630 ACTAS DA CÂMARA CORPORATIVA N.° 67
Artigo 8.°, n.° 11.°
43. O texto actual do n.° 11.° do artigo 8.° refere-se exclusivamente às penas. Segundo o ordenamento jurídico português vigente, as "penas" não esgotam a categoria das sanções ou reacções criminais; constituem apenas um sector desta categoria, existindo ao seu lado o das genericamente chamadas "medidas de segurança". As razões por que a Constituição se limita a prever a sua existência, no artigo 124.°, apontadas no relatório da proposta de lei, são historicamente compreensíveis. Seria injustificável, porém, que não se aproveitasse o ensejo para, na presente revisão, fixar as regras (relativas às modalidades que podem revestir as medidas de segurança e aos termos da sua aplicação) que mereçam, pelo seu carácter de verdadeiras garantias do cidadão, ser elevadas à categoria dos preceitos integrantes do artigo 8.° da Constituição. Essas garantias, como também exactamente se afirma no referido relatório, são tanto mais imperiosamente requeridas quanto "as medidas de segurança, que podem ser tão gravosas da liberdade individual como as penas, apresentam melindre superior, visto que falta, para justificá-las, a culpabilidade".
Na base destas considerações apresentou o Governo a sua proposta de alteração do referido n.° 11.° do artigo 8."
Perante a redacção proposta para substituir o texto actual, cumpre ponderar o que se segue:
a) As razões que estão na base da exigência de que as medidas de segurança não sejam perpétuas nem assumam carácter tendencialmente perpétuo - sendo por isso materialmente inconstitucionais tanto as de duração ilimitada como (e é o caso da generalidade das previstas no ordenamento jurídico português actual) as estabelecidas por períodos indefinidamente prorrogáveis - estão expostas em síntese, com absoluta exactidão, no relatório da proposta de lei, e só há que concordar com elas. A doutrina portuguesa actual não deixava já, de resto, de acentuar a duvidosa legitimidade constitucional da prorrogação indefinida, mesmo à luz do texto vigente do n.° 11.° do artigo 8.º (v. Eduardo Correia, Direito Criminal, 1, p. 74).
Não deverá, por tudo isto, deixar-se de saudar vivamente uma inovação que, vindo ao encontro das propostas de construção do nosso direito penal do futuro, marca um rumo de indiscutível progresso na maior garantia da liberdade da pessoa humana, frente ao poder sancionador do Estado, e merece, assim, a mais incondicional adesão.
b) Resta o problema de saber se tal garantia deve também estender-se às medidas de que sejam passíveis os inimputáveis, isto é, aqueles que praticaram um facto criminoso típico em virtude de anomalia psíquica que lhes furtou a capacidade para avaliar a ilicitude do facto ou para se determinarem por aquela avaliação.
Uma coisa parece certa: não basta invocar a utilidade ou necessidade da medida que atinge o inimputável e a sua finalidade terapêutica para daí logo se poder concluir pelo carácter ilimitado ou indefinidamente prorrogável daquela; o inimputável é ainda e sempre um homem que, embora na sua forma "modificada" de existir, não pode transformar-se em meio para os outros alcançarem quaisquer fins.

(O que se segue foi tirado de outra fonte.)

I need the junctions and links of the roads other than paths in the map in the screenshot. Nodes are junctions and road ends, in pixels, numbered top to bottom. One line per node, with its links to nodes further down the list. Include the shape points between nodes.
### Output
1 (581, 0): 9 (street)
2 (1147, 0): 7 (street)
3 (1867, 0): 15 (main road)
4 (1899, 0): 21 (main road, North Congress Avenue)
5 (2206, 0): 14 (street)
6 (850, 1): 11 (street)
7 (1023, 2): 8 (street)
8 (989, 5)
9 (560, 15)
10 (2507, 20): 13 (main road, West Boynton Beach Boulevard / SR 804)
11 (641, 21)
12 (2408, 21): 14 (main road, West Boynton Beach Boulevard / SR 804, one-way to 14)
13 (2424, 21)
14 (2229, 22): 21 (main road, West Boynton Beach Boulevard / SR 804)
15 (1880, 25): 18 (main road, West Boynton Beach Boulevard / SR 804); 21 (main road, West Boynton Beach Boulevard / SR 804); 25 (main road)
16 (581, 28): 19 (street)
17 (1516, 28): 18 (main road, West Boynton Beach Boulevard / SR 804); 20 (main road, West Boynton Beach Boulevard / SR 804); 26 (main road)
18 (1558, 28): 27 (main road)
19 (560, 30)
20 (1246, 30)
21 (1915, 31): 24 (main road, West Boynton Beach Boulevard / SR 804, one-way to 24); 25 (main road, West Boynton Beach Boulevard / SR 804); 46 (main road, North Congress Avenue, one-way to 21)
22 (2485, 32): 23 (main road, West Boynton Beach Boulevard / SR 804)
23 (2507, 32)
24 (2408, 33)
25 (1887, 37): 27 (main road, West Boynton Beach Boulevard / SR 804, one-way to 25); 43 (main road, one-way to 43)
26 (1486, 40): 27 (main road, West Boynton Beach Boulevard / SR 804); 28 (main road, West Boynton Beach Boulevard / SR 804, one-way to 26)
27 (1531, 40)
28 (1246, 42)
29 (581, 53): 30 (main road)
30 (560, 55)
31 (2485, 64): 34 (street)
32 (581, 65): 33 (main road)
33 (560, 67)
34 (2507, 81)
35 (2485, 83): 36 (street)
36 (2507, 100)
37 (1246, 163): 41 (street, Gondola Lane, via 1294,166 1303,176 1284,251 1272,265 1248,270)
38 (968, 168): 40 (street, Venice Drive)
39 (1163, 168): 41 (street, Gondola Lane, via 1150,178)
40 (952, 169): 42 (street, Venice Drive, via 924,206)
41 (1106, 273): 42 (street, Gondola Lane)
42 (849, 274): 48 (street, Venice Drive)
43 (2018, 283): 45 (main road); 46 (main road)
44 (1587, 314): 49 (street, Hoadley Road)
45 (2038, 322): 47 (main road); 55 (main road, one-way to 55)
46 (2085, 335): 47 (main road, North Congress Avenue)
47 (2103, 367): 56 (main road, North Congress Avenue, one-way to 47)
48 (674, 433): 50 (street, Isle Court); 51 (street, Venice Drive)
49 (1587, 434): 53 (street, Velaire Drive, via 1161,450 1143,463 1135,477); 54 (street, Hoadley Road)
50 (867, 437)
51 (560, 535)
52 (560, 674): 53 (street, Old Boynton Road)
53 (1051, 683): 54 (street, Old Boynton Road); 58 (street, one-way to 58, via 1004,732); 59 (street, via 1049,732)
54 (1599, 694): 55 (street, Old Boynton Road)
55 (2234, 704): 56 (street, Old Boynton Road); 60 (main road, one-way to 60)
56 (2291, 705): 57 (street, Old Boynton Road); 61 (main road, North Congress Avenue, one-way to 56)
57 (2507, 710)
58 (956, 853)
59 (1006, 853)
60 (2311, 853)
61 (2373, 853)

Isto significa que tombem às medidas de segurança para inimputáveis tem de presidir uma ideia ética, em espécie a de que a liberdade externa social tem como necessário condicionamento e pressuposto a liberdade interior, ética ou moral.
Mas, desta forma, parece que, mesmo de um estrito ponto de visto ético, se justificará que, relativamente a inimputáveis perigosos (mas só relativamente a eles e já não a imputáveis, mesmo que também uma medida de segurança por eles sofrida tenha fundamento em anomalia psíquica e fim terapêutico), a medida de segurança só cesse quando o tribunal competente verifique que deixou de existir o estado de perigosidade que lhe deu causa. E essa, aliás, a solução prevista no referido projecto de Código Penal, aceite tanto na comissão revisora como na 1.ª revisão ministerial.
44. Conclui-se, assim, pela integral adesão às ideias contidas na proposta do Governo, sugerindo-se - peles razões acabadas de expor - redacção diferente para a parte final do preceito. O texto do n.° 11.° do artigo 8.° poderia, em face do que fica dito, ser o seguinte:
Não haver pena de morte, salvo no caso de beligerância com pais estrangeiro e para ser aplicada no teatro da guerra, nos termos da lei penal militar, nem penas ou medidas de segurança privativas ou restritivas da liberdade pessoal com carácter perpétuo, com duração ilimitada ou estabelecidas por períodos indefinidamente prorrogáveis, ressalvadas as medidas de segurança para inimputáveis.
Artigo 8.°, n.º 21.°
45. A proposta mão vai ao ponto de consagrar ou reconhecer genericamente como direito fundamental o "direito de agir" em tribunal para tutela do próprio direito material. No plano do contencioso civil, esse "direito de agir" está entre nós reconhecido na lei ordinária - no Código de Processo Civil (artigo 2.°) -, mas admite-se aí que a um direito material possa, excepcionalmente, não corresponder uma acção. Verifica-se que o "direito de agir" ó encarado por agora, no plano constitucional, apenas no domínio do contencioso administrativo.
E é neste domínio, realmente, que mais se vem fazendo sentir um preceito do tipo do que é agora proposto pelo Governo.
As nossas leis, por vezes, limitam os vícios ou ilegalidades que são susceptíveis de ser invocados em recurso contra determinados actos administrativos e restringem, assim, correspondentemente, as garantias jurisdicionais dos administrados aos quais esses comportamentos ilegais da Administração especialmente prejudiquem; e, com maior frequência ainda, excluem todo e qualquer recurso contencioso contra decisões ou deliberações definitivas e executórias da Administração, vendo-se os administrados na situação de não poderem reagir contra tais actos, porventura flagrantemente ilegais, pela via jurisdicional.
Esta categoria de actos irrecorríveis ou parcialmente imunes de fiscalização contenciosa deve desaparecer num Estado de Direito (v. Marcello Caetano, Manual de Direito Administrativo, 8.ª ed., 11, p. 1126).
Os termos em que se encontram redigidos os artigos 15.º e 16.° da Lei Orgânica do Supremo Tribunal Administrativo (Decreto-Lei n.° 40 768, de 8 de Setembro de 1956) já têm sido interpretados no sentido de que foram por eles revogadas todas as disposições legais anteriores que declaravam certos actos administrativos do Governo e dos órgãos dirigentes dos serviços públicos personalizados insusceptíveis de recurso. Mas é evidente que especiais disposições legais posteriores com esse alcance se sobrepõem à norma geral da referida Lei Orgânica. A aprovação de uma norma como a ora proposta acarretará a prática ineficácia dessas disposições especiais, já que não poderão ser aplicadas pelos tribunais nos feitos submetidos a julgamento, dada a sua superveniente inconstitucionalidade material (artigo 123.º da Constituição).